In mouse models, radiation preferentially damages ECs of the gut microvasculature, suggesting that ECs may represent the principal targets for radiation and that the death of epithelial stem cells may be a secondary event in gastrointestinal (GI) toxicity. Similarly, it has been proposed that tumor cell death in response to radiotherapy may represent a secondary event after the death of ECs. High doses to hyperperfused tissue suggest that vessel XL184 damage may be key to the antitumoral effect of 90Y. Heterogeneous deposition of microspheres results in a
variability of dosimetric considerations. In radioembolization, millions of 90Y sources are infused into the arterial vasculature. To predict ultimate 90Y deposition, a simulation angiogram is performed 1-2 weeks before treatment using 20-100 micron-sized technetium-99m-labeled macroaggregated albumin (Tc-MAA) particles. Planar and
single-photon emission computed tomography (SPECT) gamma-camera imaging are then used to measure hepatopulmonary shunting to determine selleck chemical the average radiation dose that will be delivered to tumor and nontumor areas. There is variability in correlating between Tc-MAA and actual microsphere deposition (Spearman’s correlation: 0.45-0.82). Furthermore, the resulting estimates reflect the average dose for a certain volume and not the actual dose, as calculated for external or interstitial radiotherapy. Historically, activity measured with intraoperative probes did correlate with the actual dose of radiation delivered and with Tc-MAA planar scintigraphy.
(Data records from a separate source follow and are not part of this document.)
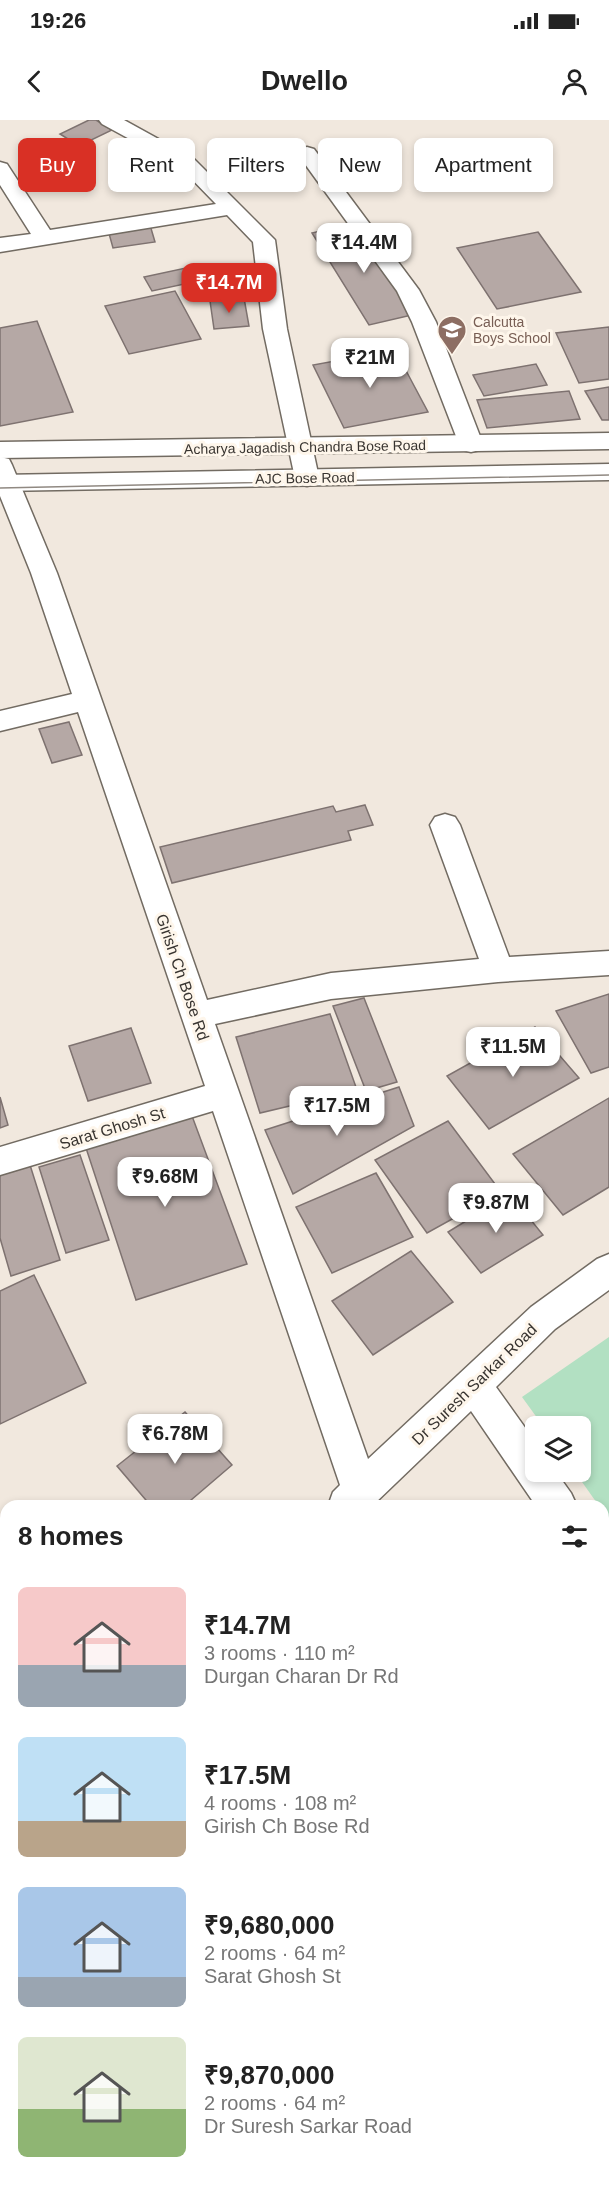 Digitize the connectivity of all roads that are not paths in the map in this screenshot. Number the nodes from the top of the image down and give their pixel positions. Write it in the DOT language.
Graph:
graph roads {
  1 [pos="109,120"];
  2 [pos="307,153"];
  3 [pos="0,168"];
  4 [pos="233,208"];
  5 [pos="45,239"];
  6 [pos="0,245"];
  7 [pos="609,441"];
  8 [pos="471,444"];
  9 [pos="300,447"];
  10 [pos="0,450"];
  11 [pos="609,472"];
  12 [pos="2,477"];
  13 [pos="307,478"];
  14 [pos="87,700"];
  15 [pos="0,721"];
  16 [pos="445,825"];
  17 [pos="609,963"];
  18 [pos="498,970"];
  19 [pos="196,1015"];
  20 [pos="224,1094"];
  21 [pos="0,1161"];
  22 [pos="609,1270"];
  23 [pos="473,1384"];
  24 [pos="353,1498"];
  25 [pos="554,1500"];
  1 -- 4 [label="street"];
  2 -- 8 [label="street"];
  3 -- 5 [label="street"];
  4 -- 5 [label="street"];
  4 -- 9 [label="street"];
  5 -- 6 [label="street"];
  7 -- 8 [label="street, Acharya Jagadish Chandra Bose Road"];
  8 -- 9 [label="street, Acharya Jagadish Chandra Bose Road"];
  9 -- 10 [label="street, Acharya Jagadish Chandra Bose Road"];
  9 -- 13 [label="street"];
  11 -- 13 [label="street, AJC Bose Road"];
  12 -- 13 [label="street, AJC Bose Road"];
  12 -- 14 [label="street, Girish Ch Bose Rd"];
  14 -- 15 [label="street"];
  14 -- 19 [label="street, Girish Ch Bose Rd"];
  16 -- 18 [label="street"];
  17 -- 18 [label="street"];
  18 -- 19 [label="street"];
  19 -- 20 [label="street, Girish Ch Bose Rd"];
  20 -- 21 [label="street, Sarat Ghosh St"];
  20 -- 24 [label="street, Girish Ch Bose Rd"];
  22 -- 23 [label="street, Dr Suresh Sarkar Road"];
  23 -- 24 [label="street, Dr Suresh Sarkar Road"];
  23 -- 25 [label="street"];
} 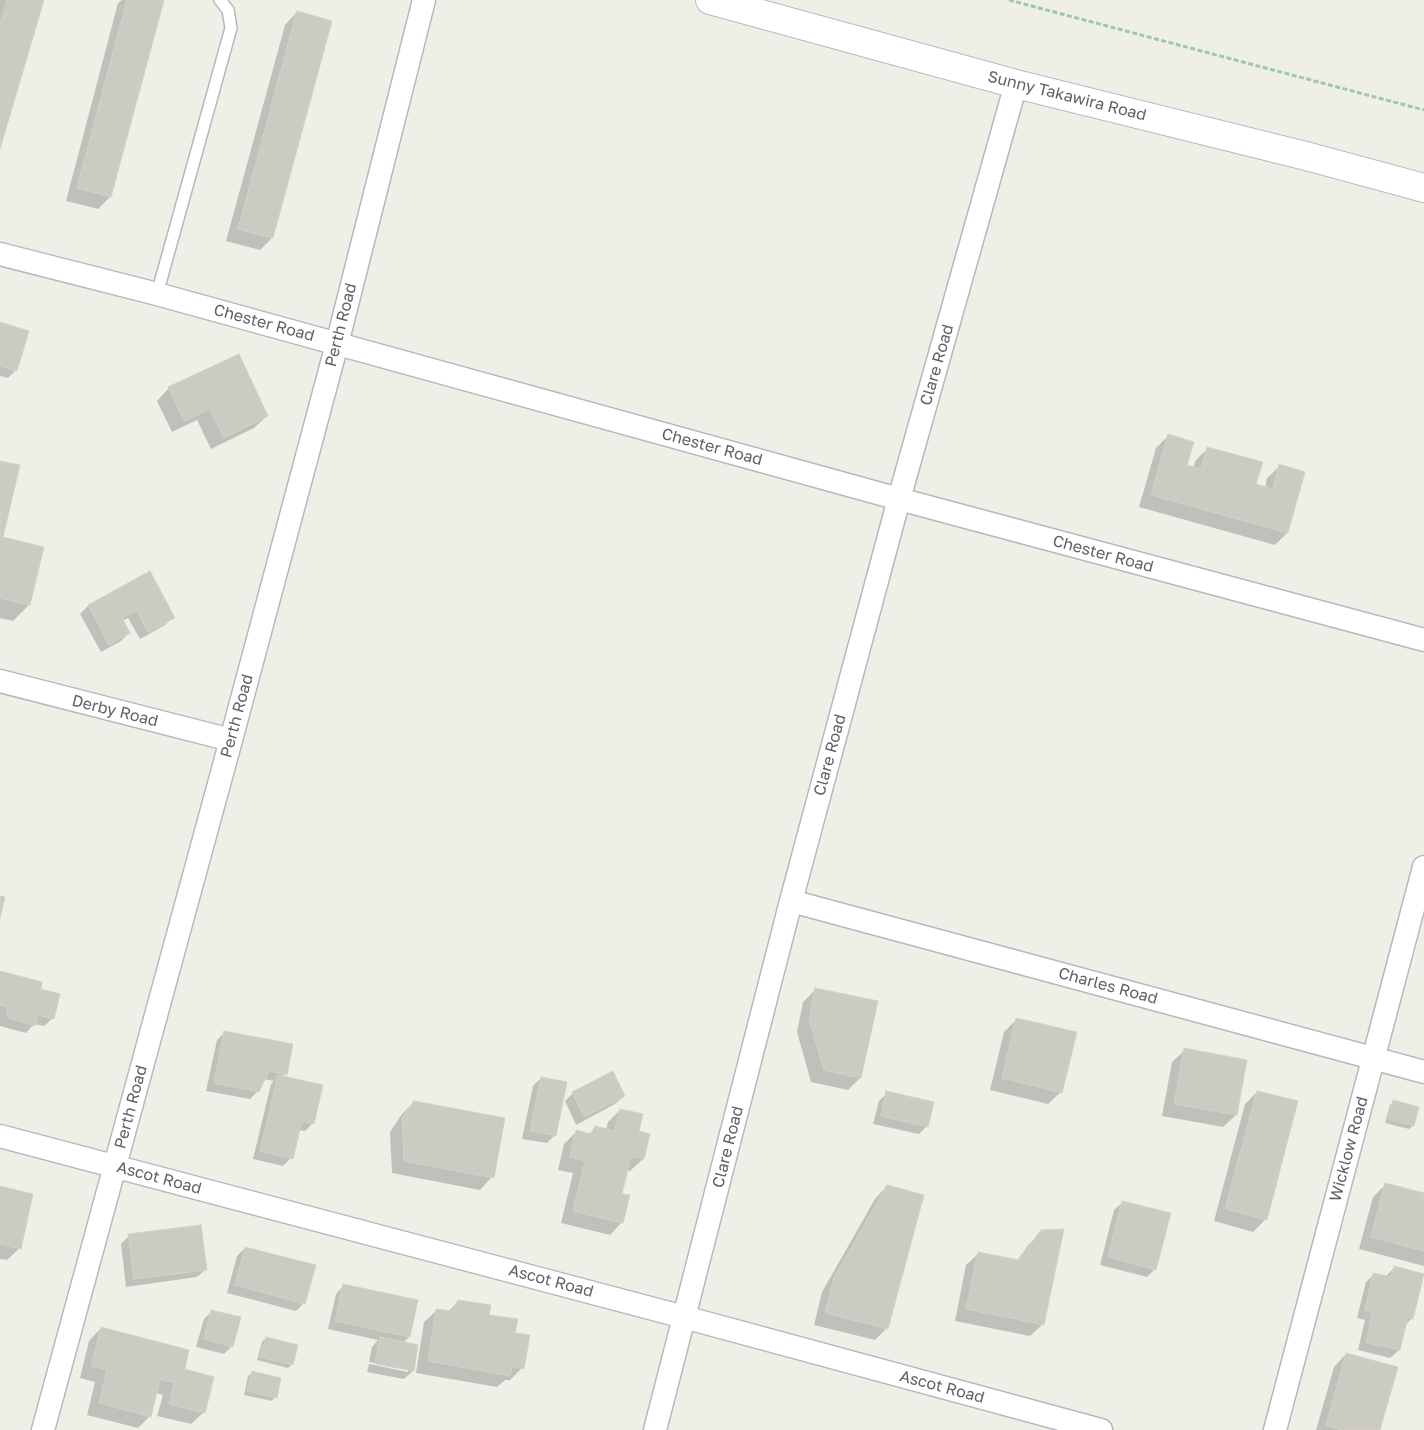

Although the threshold absorbed dose resulting in objective tumor response remains a point of debate and depends on tumor type, vascularity, previous systemic agents, and use of radiosensitizers, tumor responses have been reported with doses as low as 40 Gy. These limitations in dosimetry do not impede the clinical use of 90Y. Tumor shrinkage occurs almost invariably after 90Y using the current methods for activity calculation.[8, 13] Research concepts based on tumor and nontumor dosimetry methods applied to Tc-MAA planar and/or SPECT imaging have been proposed and await external validation.[24, 25] As is well known with radiotherapy, Fenbendazole it may take 3-6 months for the optimal response (i.e., size reduction) to manifest; consequently, median time to response is 6.6 (size) and 1.2 months (necrosis).[3, 8, 26] Progression is often the result of new lesions (intra- or extrahepatic) or within the treated area, because microscopic nests of tumor cells are unlikely to have been affected by 90Y given their lack or arterialization. Reported median time to progression (TTP) ranges from 7.9 to 10.0 months (entire cohort) and from 11.8 to 15.5 months for patients with absent portal vein invasion.[3, 27] However, given unpredictable tumor biology, early progression may be anticipated by baseline tumor characteristics (e.g.